In 1972, Piyadassi Mahathera visited the Zen Meditation Centre of Montreal, to give a series of two afternoon lectures on a summer week-end.
The centre was housed in a former estate home on Mountain Street above Pine Avenue. Public lectures were held in what had once been a dining room, with wood paneled walls, leaded windows, and floors decorated by complicated inlay designs. The ceiling lighting was coffered stained glass. Behind this, a conservatory opened through French doors to the back garden. It was a beautiful building with a warm, welcoming charm.
The afternoon of Piyadassi’s first lecture, a large black Labrador retriever came to the garden door and made a terrible fuss. We opened the door and he came inside, where he made himself comfortable at the Mahathera’s feet for the duration of the talk.

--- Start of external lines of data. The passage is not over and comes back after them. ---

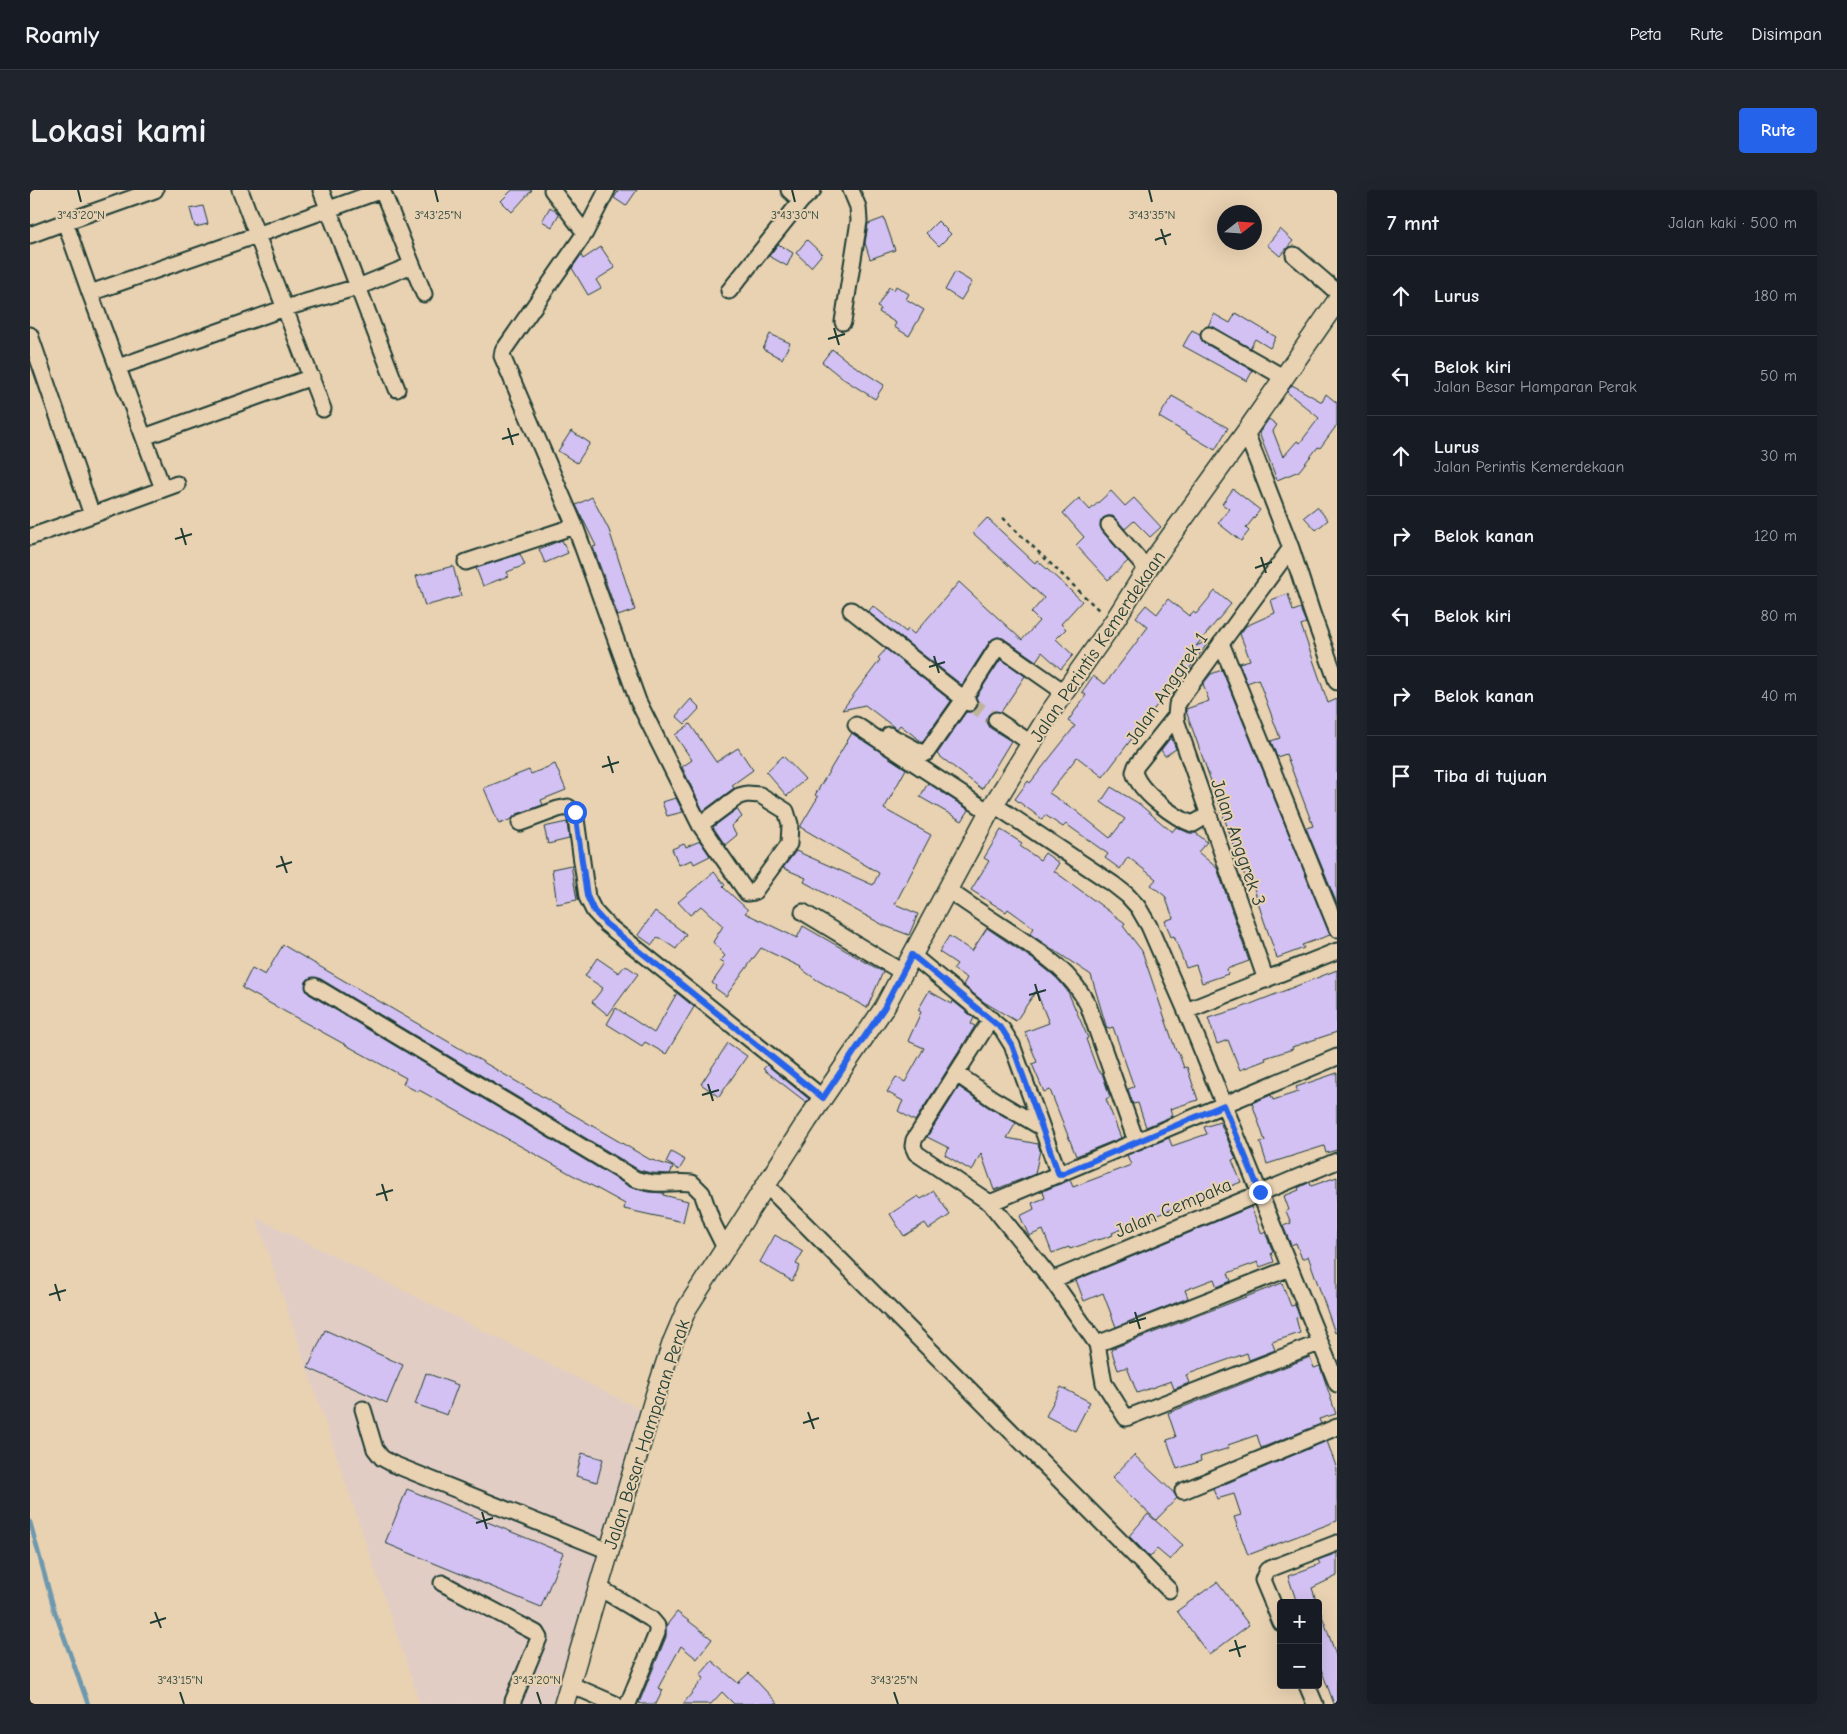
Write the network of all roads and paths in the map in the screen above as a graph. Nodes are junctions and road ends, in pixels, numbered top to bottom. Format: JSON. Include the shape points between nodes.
{"nodes":[{"id":1,"x":155,"y":190,"type":"edge"},
{"id":2,"x":240,"y":190,"type":"edge"},
{"id":3,"x":322,"y":190,"type":"edge"},
{"id":4,"x":382,"y":190,"type":"edge"},
{"id":5,"x":552,"y":190,"type":"edge"},
{"id":6,"x":607,"y":190,"type":"edge"},
{"id":7,"x":789,"y":190,"type":"edge"},
{"id":8,"x":851,"y":190,"type":"edge"},
{"id":9,"x":807,"y":196,"type":"edge"},
{"id":10,"x":329,"y":209,"type":"junction"},
{"id":11,"x":65,"y":222,"type":"junction"},
{"id":12,"x":584,"y":233,"type":"junction"},
{"id":13,"x":30,"y":235,"type":"edge"},
{"id":14,"x":258,"y":235,"type":"junction"},
{"id":15,"x":1294,"y":255,"type":"dead end"},
{"id":16,"x":412,"y":265,"type":"junction"},
{"id":17,"x":358,"y":287,"type":"junction"},
{"id":18,"x":729,"y":291,"type":"dead end"},
{"id":19,"x":1337,"y":292,"type":"edge"},
{"id":20,"x":90,"y":293,"type":"junction"},
{"id":21,"x":424,"y":294,"type":"dead end"},
{"id":22,"x":1337,"y":301,"type":"edge"},
{"id":23,"x":285,"y":308,"type":"junction"},
{"id":24,"x":843,"y":322,"type":"dead end"},
{"id":25,"x":30,"y":335,"type":"edge"},
{"id":26,"x":1209,"y":335,"type":"dead end"},
{"id":27,"x":118,"y":367,"type":"junction"},
{"id":28,"x":312,"y":377,"type":"junction"},
{"id":29,"x":1283,"y":377,"type":"junction"},
{"id":30,"x":397,"y":389,"type":"dead end"},
{"id":31,"x":324,"y":409,"type":"dead end"},
{"id":32,"x":1246,"y":432,"type":"junction"},
{"id":33,"x":144,"y":437,"type":"junction"},
{"id":34,"x":92,"y":515,"type":"junction"},
{"id":35,"x":1003,"y":518,"type":"dead end"},
{"id":36,"x":1109,"y":525,"type":"dead end"},
{"id":37,"x":574,"y":526,"type":"junction"},
{"id":38,"x":30,"y":537,"type":"edge"},
{"id":39,"x":1291,"y":548,"type":"junction"},
{"id":40,"x":466,"y":562,"type":"dead end"},
{"id":41,"x":1147,"y":569,"type":"junction"},
{"id":42,"x":851,"y":610,"type":"dead end"},
{"id":43,"x":1113,"y":623,"type":"junction"},
{"id":44,"x":1221,"y":643,"type":"junction"},
{"id":45,"x":1333,"y":659,"type":"edge"},
{"id":46,"x":1337,"y":682,"type":"edge"},
{"id":47,"x":1064,"y":692,"type":"junction"},
{"id":48,"x":967,"y":701,"type":"junction"},
{"id":49,"x":1176,"y":716,"type":"junction"},
{"id":50,"x":996,"y":720,"type":"tunnel mouth"},
{"id":51,"x":1031,"y":743,"type":"junction"},
{"id":52,"x":991,"y":808,"type":"junction"},
{"id":53,"x":1208,"y":815,"type":"junction"},
{"id":54,"x":520,"y":823,"type":"dead end"},
{"id":55,"x":700,"y":825,"type":"junction"},
{"id":56,"x":948,"y":890,"type":"junction"},
{"id":57,"x":803,"y":912,"type":"dead end"},
{"id":58,"x":1337,"y":929,"type":"edge"},
{"id":59,"x":1337,"y":951,"type":"edge"},
{"id":60,"x":912,"y":955,"type":"junction"},
{"id":61,"x":902,"y":972,"type":"junction"},
{"id":62,"x":1266,"y":980,"type":"junction"},
{"id":63,"x":314,"y":986,"type":"dead end"},
{"id":64,"x":884,"y":1008,"type":"joint"},
{"id":65,"x":1186,"y":1011,"type":"junction"},
{"id":66,"x":991,"y":1019,"type":"junction"},
{"id":67,"x":1337,"y":1057,"type":"edge"},
{"id":68,"x":957,"y":1074,"type":"junction"},
{"id":69,"x":823,"y":1098,"type":"junction"},
{"id":70,"x":1224,"y":1105,"type":"junction"},
{"id":71,"x":1041,"y":1127,"type":"junction"},
{"id":72,"x":1136,"y":1142,"type":"junction"},
{"id":73,"x":1337,"y":1161,"type":"edge"},
{"id":74,"x":1059,"y":1175,"type":"junction"},
{"id":75,"x":766,"y":1185,"type":"junction"},
{"id":76,"x":1260,"y":1192,"type":"junction"},
{"id":77,"x":990,"y":1203,"type":"junction"},
{"id":78,"x":725,"y":1248,"type":"junction"},
{"id":79,"x":1290,"y":1268,"type":"junction"},
{"id":80,"x":1052,"y":1280,"type":"junction"},
{"id":81,"x":1319,"y":1343,"type":"junction"},
{"id":82,"x":1097,"y":1344,"type":"junction"},
{"id":83,"x":1337,"y":1384,"type":"edge"},
{"id":84,"x":363,"y":1409,"type":"dead end"},
{"id":85,"x":1337,"y":1427,"type":"edge"},
{"id":86,"x":1183,"y":1491,"type":"dead end"},
{"id":87,"x":1337,"y":1544,"type":"edge"},
{"id":88,"x":608,"y":1551,"type":"junction"},
{"id":89,"x":442,"y":1583,"type":"dead end"},
{"id":90,"x":598,"y":1587,"type":"junction"},
{"id":91,"x":1169,"y":1590,"type":"dead end"},
{"id":92,"x":1277,"y":1614,"type":"edge"},
{"id":93,"x":569,"y":1684,"type":"junction"},
{"id":94,"x":1310,"y":1689,"type":"edge"},
{"id":95,"x":513,"y":1704,"type":"edge"},
{"id":96,"x":564,"y":1704,"type":"edge"},
{"id":97,"x":614,"y":1704,"type":"edge"},
{"id":98,"x":628,"y":1704,"type":"edge"},
{"id":99,"x":1316,"y":1704,"type":"edge"}],
"edges":[{"from":1,"to":11,"type":"street"},
{"from":2,"to":14,"type":"street"},
{"from":3,"to":10,"type":"street"},
{"from":4,"to":10,"type":"street"},
{"from":4,"to":16,"type":"street"},
{"from":5,"to":12,"type":"street"},
{"from":6,"to":12,"type":"street"},
{"from":7,"to":9,"type":"street"},
{"from":8,"to":24,"type":"street","via":[[858,207],[859,221]]},
{"from":9,"to":18,"type":"street"},
{"from":10,"to":14,"type":"street"},
{"from":10,"to":17,"type":"street"},
{"from":11,"to":13,"type":"street"},
{"from":11,"to":20,"type":"street"},
{"from":12,"to":37,"type":"street","via":[[502,356]]},
{"from":14,"to":20,"type":"street"},
{"from":14,"to":23,"type":"street"},
{"from":15,"to":19,"type":"street"},
{"from":16,"to":17,"type":"street"},
{"from":16,"to":21,"type":"street"},
{"from":17,"to":23,"type":"street"},
{"from":17,"to":30,"type":"street"},
{"from":20,"to":27,"type":"street"},
{"from":22,"to":29,"type":"main road","name":"Jalan Perintis Kemerdekaan"},
{"from":23,"to":27,"type":"street"},
{"from":23,"to":28,"type":"street"},
{"from":25,"to":34,"type":"street"},
{"from":26,"to":29,"type":"street"},
{"from":27,"to":33,"type":"street"},
{"from":28,"to":31,"type":"street"},
{"from":28,"to":33,"type":"street"},
{"from":29,"to":32,"type":"main road","name":"Jalan Perintis Kemerdekaan"},
{"from":32,"to":39,"type":"street"},
{"from":32,"to":41,"type":"main road","name":"Jalan Perintis Kemerdekaan"},
{"from":33,"to":34,"type":"street","via":[[170,486]]},
{"from":34,"to":38,"type":"street"},
{"from":35,"to":43,"type":"path"},
{"from":36,"to":41,"type":"street"},
{"from":37,"to":40,"type":"street"},
{"from":37,"to":55,"type":"street","via":[[638,701]]},
{"from":39,"to":44,"type":"street","name":"Jalan Anggrek 1"},
{"from":39,"to":45,"type":"street"},
{"from":41,"to":43,"type":"main road","name":"Jalan Perintis Kemerdekaan"},
{"from":42,"to":48,"type":"street"},
{"from":43,"to":47,"type":"main road","name":"Jalan Perintis Kemerdekaan"},
{"from":44,"to":49,"type":"street","name":"Jalan Anggrek 1","via":[[1177,705]]},
{"from":44,"to":58,"type":"street"},
{"from":45,"to":46,"type":"street"},
{"from":47,"to":48,"type":"street","via":[[998,646]]},
{"from":47,"to":51,"type":"main road","name":"Jalan Perintis Kemerdekaan"},
{"from":48,"to":52,"type":"street","via":[[924,754],[861,723]]},
{"from":49,"to":53,"type":"street","name":"Jalan Anggrek 3"},
{"from":49,"to":53,"type":"street","name":"Jalan Anggrek 1","via":[[1136,766],[1136,780],[1162,806],[1188,822],[1193,824]]},
{"from":50,"to":51,"type":"street"},
{"from":51,"to":52,"type":"main road","name":"Jalan Perintis Kemerdekaan"},
{"from":52,"to":56,"type":"main road","name":"Jalan Perintis Kemerdekaan"},
{"from":52,"to":65,"type":"street","via":[[1128,895],[1149,926]]},
{"from":53,"to":62,"type":"street","name":"Jalan Anggrek 3"},
{"from":54,"to":69,"type":"street","via":[[568,807],[575,812],[587,896],[594,911]]},
{"from":55,"to":55,"type":"street","via":[[747,893],[754,892],[789,844],[790,824],[786,811],[760,795],[739,796]]},
{"from":56,"to":60,"type":"main road","name":"Jalan Perintis Kemerdekaan"},
{"from":56,"to":72,"type":"street","via":[[1048,957],[1080,991],[1088,1005]]},
{"from":57,"to":61,"type":"street"},
{"from":59,"to":62,"type":"street"},
{"from":60,"to":61,"type":"main road","name":"Jalan Perintis Kemerdekaan"},
{"from":60,"to":66,"type":"street"},
{"from":61,"to":64,"type":"main road","name":"Jalan Perintis Kemerdekaan"},
{"from":62,"to":65,"type":"street"},
{"from":63,"to":78,"type":"street","via":[[635,1179],[663,1184],[692,1182],[702,1193]]},
{"from":64,"to":69,"type":"main road","name":"Jalan Besar Hamparan Perak"},
{"from":65,"to":70,"type":"street"},
{"from":66,"to":68,"type":"street"},
{"from":66,"to":71,"type":"street","via":[[1012,1045]]},
{"from":67,"to":70,"type":"street"},
{"from":68,"to":71,"type":"street"},
{"from":68,"to":77,"type":"street","via":[[913,1146],[916,1153]]},
{"from":69,"to":75,"type":"main road","name":"Jalan Besar Hamparan Perak"},
{"from":70,"to":72,"type":"street"},
{"from":70,"to":76,"type":"street"},
{"from":71,"to":74,"type":"street"},
{"from":72,"to":74,"type":"street"},
{"from":73,"to":76,"type":"street","name":"Jalan Cempaka"},
{"from":74,"to":77,"type":"street"},
{"from":75,"to":78,"type":"main road","name":"Jalan Besar Hamparan Perak"},
{"from":75,"to":91,"type":"street"},
{"from":76,"to":79,"type":"street"},
{"from":76,"to":80,"type":"street","name":"Jalan Cempaka"},
{"from":77,"to":80,"type":"street"},
{"from":78,"to":88,"type":"main road","name":"Jalan Besar Hamparan Perak","via":[[687,1308],[673,1341]]},
{"from":79,"to":81,"type":"street"},
{"from":79,"to":82,"type":"street"},
{"from":80,"to":82,"type":"street"},
{"from":81,"to":82,"type":"street","via":[[1126,1418],[1104,1383]]},
{"from":81,"to":83,"type":"street"},
{"from":84,"to":88,"type":"street","via":[[382,1458]]},
{"from":85,"to":86,"type":"street"},
{"from":87,"to":92,"type":"street","via":[[1268,1570],[1262,1580]]},
{"from":88,"to":90,"type":"main road","name":"Jalan Besar Hamparan Perak"},
{"from":89,"to":95,"type":"street","via":[[536,1633],[539,1638]]},
{"from":90,"to":93,"type":"main road","name":"Jalan Besar Hamparan Perak"},
{"from":90,"to":98,"type":"street","via":[[651,1619],[657,1626]]},
{"from":93,"to":96,"type":"main road","name":"Jalan Besar Hamparan Perak"},
{"from":93,"to":97,"type":"street"},
{"from":94,"to":99,"type":"street"}]}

During the entire lecture, he never made a sound. After the lecture, the dog left the way he had come.
The next day, the dog returned and again barked to be let inside just before the lecture. Again, he lay quietly at Piyadassi Mahathera’s feet for the two-hour lecture but this time, he would not leave. Later that evening, someone rang the front door bell of the centre. It was a man who had been scouring the neighbourhood for his dog, lost for several days. Of course, it was the black dog who had come to hear our visiting Buddhist monk. Both man and dog were happily reunited. We never saw the dog again.